The presentation is titled "Ontology is Overrated: Links, Tags and Post-hoc Metadata," by Clay Shirky. Ontology has several definitions, but the main definition of ontology used by Shirky has to do with entities and their relations in the world, the essence of a thing, its "is-ness." Shirky argues that the attempt itself to create a perfect ontological system is ill-conceived, and that categorization should be organically created from the bottom-up. More on how that works later.
Shirky describes the Periodic Table of Elements as a categorization scheme that comes about as close to perfect by describing the thing's essence as you can come, where you get both "descriptive and predictive value."
This is something James mentioned in his post. The essence of a book is "book." The Library of Congress categorization scheme looks like a high-order, hierarchical view of the world, but the system really exists to optimize linear seek time of books on shelves. The real goal of categorization schemes for things like libraries is to optimize physical storage, not the intellectual capacity of the content. "Ideas can be all over the place; it is the book that has to be in one place." These schemes may look like the organization of ideas, but they are more about the organization of the containers of those ideas. There is no shelf, no physical storage container for ideas.

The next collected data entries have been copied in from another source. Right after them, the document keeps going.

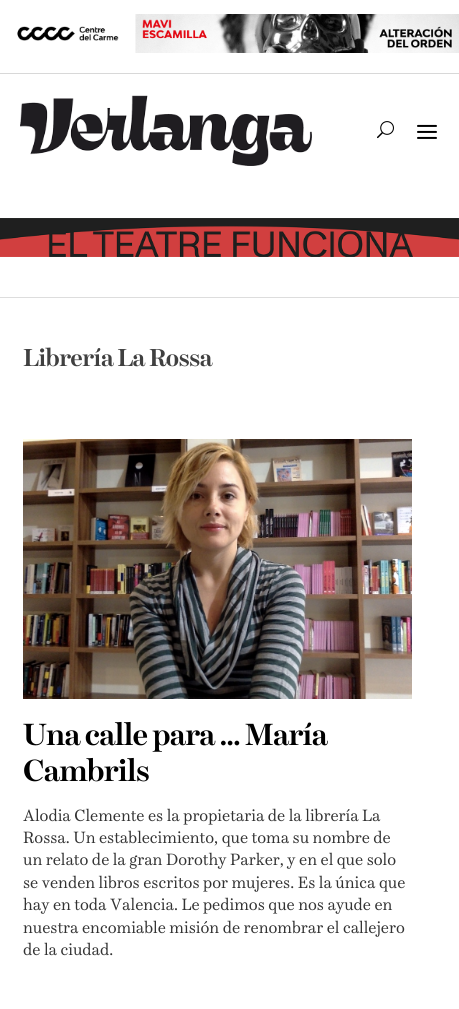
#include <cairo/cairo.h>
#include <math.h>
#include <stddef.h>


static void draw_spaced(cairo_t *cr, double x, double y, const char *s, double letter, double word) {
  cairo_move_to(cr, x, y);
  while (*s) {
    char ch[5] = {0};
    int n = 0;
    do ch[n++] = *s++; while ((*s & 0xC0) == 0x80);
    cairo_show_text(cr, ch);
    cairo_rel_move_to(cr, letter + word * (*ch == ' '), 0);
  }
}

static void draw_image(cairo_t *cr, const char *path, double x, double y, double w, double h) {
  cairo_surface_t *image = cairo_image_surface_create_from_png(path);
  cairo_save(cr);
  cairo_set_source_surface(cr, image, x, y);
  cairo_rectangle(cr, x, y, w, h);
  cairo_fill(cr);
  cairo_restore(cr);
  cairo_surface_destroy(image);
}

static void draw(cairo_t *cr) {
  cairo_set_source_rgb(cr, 1, 1, 1);
  cairo_paint(cr);
  cairo_set_source_rgb(cr, 216 / 255.0, 216 / 255.0, 216 / 255.0);
  cairo_rectangle(cr, 0, 73, 459, 1);
  cairo_fill(cr);
  draw_image(cr, "images/1.png", 17, 14, 442, 39);
  draw_image(cr, "images/2.png", 20, 95, 292, 71);
  draw_image(cr, "images/3.png", 377, 121, 17, 18);
  draw_image(cr, "images/4.png", 417, 124, 20, 15);
  cairo_set_source_rgb(cr, 221 / 255.0, 221 / 255.0, 221 / 255.0);
  cairo_rectangle(cr, 0, 297, 459, 1);
  cairo_fill(cr);
  draw_image(cr, "images/5.png", 0, 218, 459, 39);
  draw_image(cr, "images/6.png", 23, 439, 389, 260);
  cairo_select_font_face(cr, "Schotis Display", CAIRO_FONT_SLANT_NORMAL, CAIRO_FONT_WEIGHT_BOLD);
  cairo_set_font_size(cr, 24);
  cairo_set_source_rgb(cr, 64 / 255.0, 64 / 255.0, 64 / 255.0);
  draw_spaced(cr, 23, 366, "Librería La Rossa", -0.75, 0);
  cairo_set_font_size(cr, 30);
  cairo_set_source_rgb(cr, 0, 0, 0);
  draw_spaced(cr, 23, 745, "Una calle para … María", -1, 0);
  draw_spaced(cr, 23, 781, "Cambrils", -1, 0);
  cairo_select_font_face(cr, "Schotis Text", CAIRO_FONT_SLANT_NORMAL, CAIRO_FONT_WEIGHT_NORMAL);
  cairo_set_font_size(cr, 16);
  cairo_set_source_rgb(cr, 51 / 255.0, 51 / 255.0, 51 / 255.0);
  cairo_move_to(cr, 23, 821);
  cairo_show_text(cr, "Alodia Clemente es la propietaria de la librería La");
  cairo_move_to(cr, 23, 843);
  cairo_show_text(cr, "Rossa. Un establecimiento, que toma su nombre de");
  cairo_move_to(cr, 23, 865);
  cairo_show_text(cr, "un relato de la gran Dorothy Parker, y en el que solo");
  cairo_move_to(cr, 23, 888);
  cairo_show_text(cr, "se venden libros escritos por mujeres. Es la única que");
  cairo_move_to(cr, 23, 910);
  cairo_show_text(cr, "hay en toda Valencia. Le pedimos que nos ayude en");
  cairo_move_to(cr, 23, 933);
  cairo_show_text(cr, "nuestra encomiable misión de renombrar el callejero");
  cairo_move_to(cr, 23, 955);
  cairo_show_text(cr, "de la ciudad.");
}

int main(void) {
  cairo_surface_t *surface = cairo_image_surface_create(CAIRO_FORMAT_RGB24, 459, 1009);
  cairo_t *cr = cairo_create(surface);
  cairo_font_options_t *options = cairo_font_options_create();
  cairo_font_options_set_hint_metrics(options, CAIRO_HINT_METRICS_OFF);
  cairo_font_options_set_hint_style(options, CAIRO_HINT_STYLE_NONE);
  cairo_set_font_options(cr, options);
  cairo_set_miter_limit(cr, 4);
  draw(cr);
  cairo_surface_write_to_png(surface, "out.png");
  cairo_font_options_destroy(options);
  cairo_destroy(cr);
  cairo_surface_destroy(surface);
  return 0;
}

Yahoo began with categorization, a metaphor for the shelf, and Google came along and said there is no shelf. Google actually came up with a categorization service similar to Yahoo's but removed it because no one was using it.

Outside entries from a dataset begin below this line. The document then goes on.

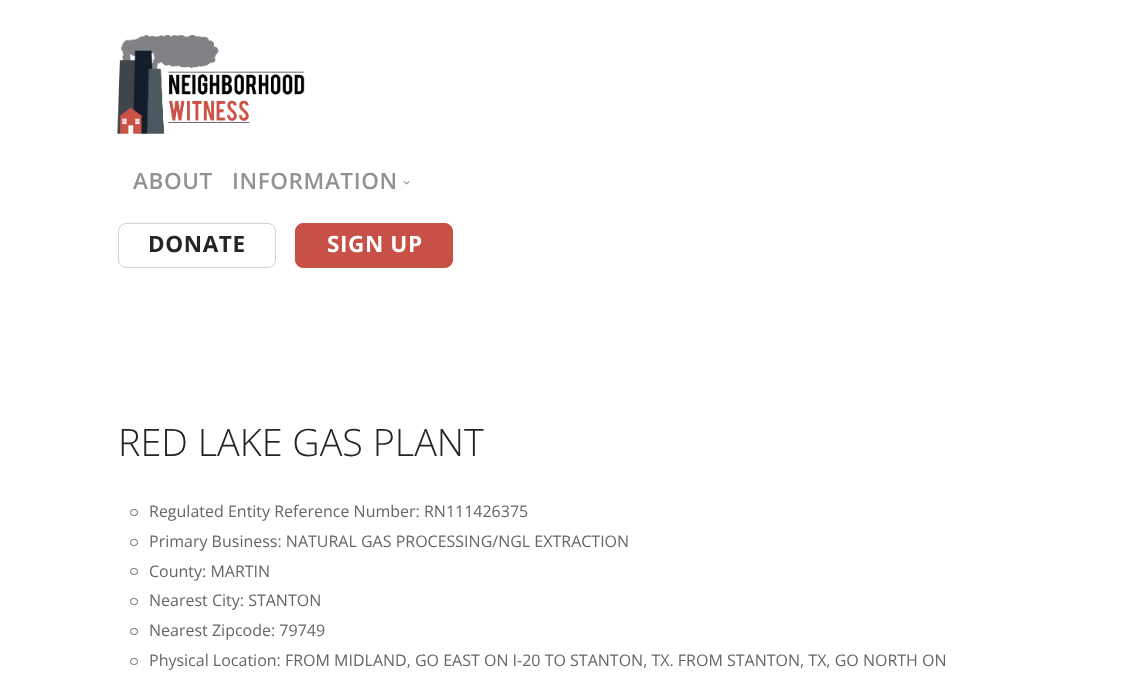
async function draw(canvas) {
	canvas.width = 1135;
	canvas.height = 674;
	const c = canvas.getContext('2d');
	c.miterLimit = 4;
	c.fontKerning = 'normal';
	async function loadImage(src) {
		const img = new Image();
		img.src = src;
		await img.decode();
		return img;
	}

	c.fillStyle = '#fff';
	c.fillRect(0, 0, 1135, 674);
	c.drawImage(await loadImage('img1.png'), 117, 35, 188, 99);
	c.letterSpacing = '0.6px';
	c.font = '600 22.5px Open Sans';
	c.fillStyle = '#929292';
	c.fillText('ABOUT', 133, 189);
	c.fillText('INFORMATION', 232, 189);
	c.drawImage(await loadImage('img2.png'), 403, 181, 7, 4);
	c.beginPath();
	c.roundRect(118.5, 223.5, 157, 44, 7.5);
	c.strokeStyle = '#d3d3d3';
	c.stroke();
	c.font = 'bold 22.5px Open Sans';
	c.fillStyle = '#252525';
	c.fillText('DONATE', 148, 252);
	c.fillStyle = '#c75146';
	c.beginPath();
	c.roundRect(295.5, 223.5, 157, 44, 7.5);
	c.fill();
	c.strokeStyle = '#c75146';
	c.stroke();
	c.fillStyle = '#fff';
	c.fillText('SIGN UP', 327, 252);
	c.letterSpacing = '0px';
	c.font = '300 37.75px Open Sans';
	c.fillStyle = '#252525';
	c.fillText('RED LAKE GAS PLANT', 118, 456);
	c.beginPath();
	c.roundRect(130.5, 509.5, 7, 6, 3);
	c.strokeStyle = '#666';
	c.stroke();
	c.font = '16px Open Sans';
	c.fillStyle = '#666';
	c.fillText('Regulated Entity Reference Number: RN111426375', 149, 517);
	c.beginPath();
	c.roundRect(130.5, 539.5, 7, 6, 3);
	c.stroke();
	c.fillText('Primary Business: NATURAL GAS PROCESSING/NGL EXTRACTION', 149, 547);
	c.beginPath();
	c.roundRect(130.5, 568.5, 7, 6, 3);
	c.stroke();
	c.fillText('County: MARTIN', 149, 577);
	c.beginPath();
	c.roundRect(130.5, 598.5, 7, 6, 3);
	c.stroke();
	c.fillText('Nearest City: STANTON', 149, 606);
	c.beginPath();
	c.roundRect(130.5, 628.5, 7, 6, 3);
	c.stroke();
	c.fillText('Nearest Zipcode: 79749', 149, 636);
	c.beginPath();
	c.roundRect(130.5, 658.5, 7, 6, 3);
	c.stroke();
	c.fillText('Physical Location: FROM MIDLAND, GO EAST ON I-20 TO STANTON, TX. FROM STANTON, TX, GO NORTH ON', 149, 666);
}

draw(document.querySelector('canvas'));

Those who create the categorization schemes have the power, and can override the users' needs. The search paradigm is the opposite.
You can't collapse many terms without signal loss. "Movie people don't want to hang out with Cinema people."
"The Cataloger looks at the Delicious tag 'to read' in horror. This is context dependent and temporary. But so was East Germany!"
The merging of tags derives something from the content, creating overlap, not synchronization. People who tagged this "one thing" often tagged it "another thing" as well. Users and time are core attributes. With user-generated categorization you can start to do things like inclusion, exclusion, grouping and decay. From user and world will come groups. Signal loss in this approach is from expression, not compression, and is due to the multiplicity of points of view, or people coming to the terms from different contexts. The filtering is done post-hoc. It can be argued that this bottom-up categorization scheme needs an editor, but no, filtering is being done by the public, by the user requests themselves.
If we, from many different points of view, can roll-up terms which have value in aggregate, it should be done without any ontological goals. It is all context-dependent, and will become a radical break from tradition categorization schemes in building new ordering systems around the flexibility of the link.